Small-cell lung cancer, nearly always associated with smoking, is aggressive, rapidly spreading and difficult to treat. Non-small-cell lung cancer, accounting for 80 percent of all cases, may develop gradually over many years, and a long-term smoker may start to feel complacent just at the time the risk is highest.

Location as well as size is important, however. A tumor often grows against a vital blood vessel, making it difficult to remove safely. Recently, physicians have been using chemotherapy before surgery to shrink the tumor in certain patients, and studies have found that this approach can greatly improve the outcome. Other studies have found that preoperative chemotherapy, even with small tumors, can reduce the incidence of recurrence.

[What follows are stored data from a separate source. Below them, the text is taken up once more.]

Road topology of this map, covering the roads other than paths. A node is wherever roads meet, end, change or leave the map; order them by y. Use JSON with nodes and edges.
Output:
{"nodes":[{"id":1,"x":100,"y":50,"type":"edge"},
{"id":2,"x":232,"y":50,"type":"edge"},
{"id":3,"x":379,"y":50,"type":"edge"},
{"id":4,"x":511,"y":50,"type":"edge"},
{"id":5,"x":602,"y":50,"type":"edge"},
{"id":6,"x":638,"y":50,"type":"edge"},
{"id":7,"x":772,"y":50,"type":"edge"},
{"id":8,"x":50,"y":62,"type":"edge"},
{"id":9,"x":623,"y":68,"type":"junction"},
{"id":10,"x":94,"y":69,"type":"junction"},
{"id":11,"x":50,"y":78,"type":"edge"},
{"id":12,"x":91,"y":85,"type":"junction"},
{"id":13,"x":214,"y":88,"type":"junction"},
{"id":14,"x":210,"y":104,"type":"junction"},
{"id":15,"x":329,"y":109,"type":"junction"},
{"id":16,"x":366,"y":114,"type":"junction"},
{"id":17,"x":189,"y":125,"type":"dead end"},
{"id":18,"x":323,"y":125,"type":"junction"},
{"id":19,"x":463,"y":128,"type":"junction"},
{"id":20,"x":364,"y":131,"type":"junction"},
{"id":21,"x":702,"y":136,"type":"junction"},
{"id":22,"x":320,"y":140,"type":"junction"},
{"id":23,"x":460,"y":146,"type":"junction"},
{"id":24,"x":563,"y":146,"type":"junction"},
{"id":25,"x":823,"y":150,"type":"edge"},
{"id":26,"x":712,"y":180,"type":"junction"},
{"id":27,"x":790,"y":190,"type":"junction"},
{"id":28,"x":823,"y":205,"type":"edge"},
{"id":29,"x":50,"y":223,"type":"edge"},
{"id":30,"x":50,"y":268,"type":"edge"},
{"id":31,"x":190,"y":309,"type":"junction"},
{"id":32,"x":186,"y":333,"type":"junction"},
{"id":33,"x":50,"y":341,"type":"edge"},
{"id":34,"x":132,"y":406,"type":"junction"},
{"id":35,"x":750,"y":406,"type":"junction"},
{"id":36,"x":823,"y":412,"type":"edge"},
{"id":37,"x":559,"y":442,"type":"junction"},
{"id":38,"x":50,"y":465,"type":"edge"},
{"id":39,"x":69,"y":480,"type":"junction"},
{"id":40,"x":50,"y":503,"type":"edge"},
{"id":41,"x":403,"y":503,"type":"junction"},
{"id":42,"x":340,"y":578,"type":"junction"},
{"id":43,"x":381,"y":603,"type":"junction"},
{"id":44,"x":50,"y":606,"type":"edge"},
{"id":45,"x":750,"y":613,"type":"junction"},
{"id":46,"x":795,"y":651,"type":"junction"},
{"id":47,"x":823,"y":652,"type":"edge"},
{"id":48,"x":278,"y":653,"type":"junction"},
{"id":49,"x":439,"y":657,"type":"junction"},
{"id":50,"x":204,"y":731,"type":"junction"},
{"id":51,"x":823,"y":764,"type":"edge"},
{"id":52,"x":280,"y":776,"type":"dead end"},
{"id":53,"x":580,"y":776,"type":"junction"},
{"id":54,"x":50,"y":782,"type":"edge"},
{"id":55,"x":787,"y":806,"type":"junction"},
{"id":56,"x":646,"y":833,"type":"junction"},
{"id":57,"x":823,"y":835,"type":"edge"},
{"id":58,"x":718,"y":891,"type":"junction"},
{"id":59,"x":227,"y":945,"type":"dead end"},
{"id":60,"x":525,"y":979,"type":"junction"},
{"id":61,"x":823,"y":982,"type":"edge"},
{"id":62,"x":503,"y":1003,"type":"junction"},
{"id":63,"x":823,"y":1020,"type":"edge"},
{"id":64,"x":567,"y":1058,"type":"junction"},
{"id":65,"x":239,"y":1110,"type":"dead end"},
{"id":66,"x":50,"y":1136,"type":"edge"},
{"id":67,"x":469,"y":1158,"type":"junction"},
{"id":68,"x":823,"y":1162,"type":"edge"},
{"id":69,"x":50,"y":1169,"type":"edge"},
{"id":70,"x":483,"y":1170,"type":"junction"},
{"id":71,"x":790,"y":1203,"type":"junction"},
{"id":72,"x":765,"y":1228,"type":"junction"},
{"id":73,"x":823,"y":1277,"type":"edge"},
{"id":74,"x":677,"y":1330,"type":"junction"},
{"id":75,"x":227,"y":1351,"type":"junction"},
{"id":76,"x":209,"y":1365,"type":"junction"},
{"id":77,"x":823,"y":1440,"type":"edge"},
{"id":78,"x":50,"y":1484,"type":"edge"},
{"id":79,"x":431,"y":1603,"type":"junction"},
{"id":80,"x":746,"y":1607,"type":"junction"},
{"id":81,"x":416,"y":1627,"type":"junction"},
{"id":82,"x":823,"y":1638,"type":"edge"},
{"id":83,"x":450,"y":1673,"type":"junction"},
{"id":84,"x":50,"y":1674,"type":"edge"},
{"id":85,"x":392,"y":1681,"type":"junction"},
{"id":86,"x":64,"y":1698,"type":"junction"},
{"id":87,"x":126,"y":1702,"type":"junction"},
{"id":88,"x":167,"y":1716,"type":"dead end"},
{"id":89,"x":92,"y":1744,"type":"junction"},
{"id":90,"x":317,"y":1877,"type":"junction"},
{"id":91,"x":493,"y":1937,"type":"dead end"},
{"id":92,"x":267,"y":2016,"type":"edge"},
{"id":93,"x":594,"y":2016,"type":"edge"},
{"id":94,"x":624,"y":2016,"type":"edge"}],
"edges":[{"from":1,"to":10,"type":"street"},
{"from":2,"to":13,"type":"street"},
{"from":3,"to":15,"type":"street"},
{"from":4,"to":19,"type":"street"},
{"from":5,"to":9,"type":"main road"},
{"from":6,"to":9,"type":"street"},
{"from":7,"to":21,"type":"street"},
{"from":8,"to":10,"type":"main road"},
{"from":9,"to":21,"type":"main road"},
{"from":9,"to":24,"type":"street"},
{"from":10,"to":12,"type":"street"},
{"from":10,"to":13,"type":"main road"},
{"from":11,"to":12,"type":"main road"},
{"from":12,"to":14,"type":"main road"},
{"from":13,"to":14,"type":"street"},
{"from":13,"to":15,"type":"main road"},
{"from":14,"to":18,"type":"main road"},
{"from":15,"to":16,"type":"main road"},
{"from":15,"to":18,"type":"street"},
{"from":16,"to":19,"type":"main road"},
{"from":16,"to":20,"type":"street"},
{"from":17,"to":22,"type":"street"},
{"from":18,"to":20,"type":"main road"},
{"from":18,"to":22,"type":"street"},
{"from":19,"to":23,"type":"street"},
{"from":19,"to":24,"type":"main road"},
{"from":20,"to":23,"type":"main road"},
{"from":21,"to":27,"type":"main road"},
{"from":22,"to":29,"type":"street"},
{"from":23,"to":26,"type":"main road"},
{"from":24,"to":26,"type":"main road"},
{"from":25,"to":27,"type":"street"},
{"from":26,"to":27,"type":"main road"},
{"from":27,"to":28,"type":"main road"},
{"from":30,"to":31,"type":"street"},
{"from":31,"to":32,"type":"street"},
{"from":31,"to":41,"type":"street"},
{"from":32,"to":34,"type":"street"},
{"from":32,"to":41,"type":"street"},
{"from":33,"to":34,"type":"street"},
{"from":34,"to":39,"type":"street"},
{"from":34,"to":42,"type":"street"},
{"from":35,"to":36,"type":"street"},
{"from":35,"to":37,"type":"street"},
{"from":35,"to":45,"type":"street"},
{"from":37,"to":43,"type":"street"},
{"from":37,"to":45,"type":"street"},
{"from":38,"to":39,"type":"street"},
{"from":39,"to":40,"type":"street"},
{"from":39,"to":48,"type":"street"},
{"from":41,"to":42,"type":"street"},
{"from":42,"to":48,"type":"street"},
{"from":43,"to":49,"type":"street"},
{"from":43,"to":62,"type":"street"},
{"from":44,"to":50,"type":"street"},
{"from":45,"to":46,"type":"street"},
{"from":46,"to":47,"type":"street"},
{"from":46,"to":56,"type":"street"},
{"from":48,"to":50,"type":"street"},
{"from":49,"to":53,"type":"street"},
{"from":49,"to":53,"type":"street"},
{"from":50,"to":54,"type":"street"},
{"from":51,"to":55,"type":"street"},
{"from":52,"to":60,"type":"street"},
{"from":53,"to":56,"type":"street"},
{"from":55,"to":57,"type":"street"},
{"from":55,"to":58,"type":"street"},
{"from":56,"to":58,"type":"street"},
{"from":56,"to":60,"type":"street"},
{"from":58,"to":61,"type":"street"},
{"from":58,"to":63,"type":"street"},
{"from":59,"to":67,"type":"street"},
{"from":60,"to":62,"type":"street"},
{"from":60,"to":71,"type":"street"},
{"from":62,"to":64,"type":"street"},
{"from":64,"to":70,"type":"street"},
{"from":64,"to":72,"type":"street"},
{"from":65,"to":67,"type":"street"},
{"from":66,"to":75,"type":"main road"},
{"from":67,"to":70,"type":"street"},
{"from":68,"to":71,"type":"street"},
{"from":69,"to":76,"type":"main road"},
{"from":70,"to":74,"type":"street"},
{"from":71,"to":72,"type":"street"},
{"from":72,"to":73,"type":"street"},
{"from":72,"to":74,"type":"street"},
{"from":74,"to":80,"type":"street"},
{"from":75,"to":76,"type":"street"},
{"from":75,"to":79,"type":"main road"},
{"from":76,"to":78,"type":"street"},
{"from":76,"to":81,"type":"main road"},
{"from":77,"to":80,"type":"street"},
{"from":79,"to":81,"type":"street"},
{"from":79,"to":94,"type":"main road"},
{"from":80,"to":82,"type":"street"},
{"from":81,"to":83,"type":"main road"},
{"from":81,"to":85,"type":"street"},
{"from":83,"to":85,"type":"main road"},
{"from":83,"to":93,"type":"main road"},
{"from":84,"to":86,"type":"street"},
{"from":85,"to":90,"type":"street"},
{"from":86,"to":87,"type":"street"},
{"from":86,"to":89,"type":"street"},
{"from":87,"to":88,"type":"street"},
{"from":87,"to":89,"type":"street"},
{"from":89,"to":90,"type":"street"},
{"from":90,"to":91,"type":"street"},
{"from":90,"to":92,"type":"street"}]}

The more common approach is the use of chemotherapy immediately following surgical removal of the tumor.

When cancer has spread to other locations in the body, treatment typically involves chemotherapy or a combination of chemotherapy and radiation therapy.

Physicians have learned how to target radiation to increase its effectiveness and reduce complications. And new chemotherapy agents have improved the quality of life for many patients.Gefitinib, approved for treatment of lung cancer in May 2003, represents a whole new approach to chemotherapy. Taken in pill form, the drug targets and blocks an enzyme that tumor cells need in order to grow and spread. Another treatment that has shown promising results in early studies involves a combination of two very different kinds of agents:

• Bevacizumab, an antibody that works on the outside of a cancer cell to inhibit the growth of new blood vessels to nourish a tumor.

• Erlotinib, which works inside the cancer cell to block signals that promote cancer growth.

A pilot trial found this combination of drugs safe and more beneficial than expected.

Dr. Patrick Miller, a radiation oncologist, is chairman of the Cancer Committee at Sun Health Boswell Hospital.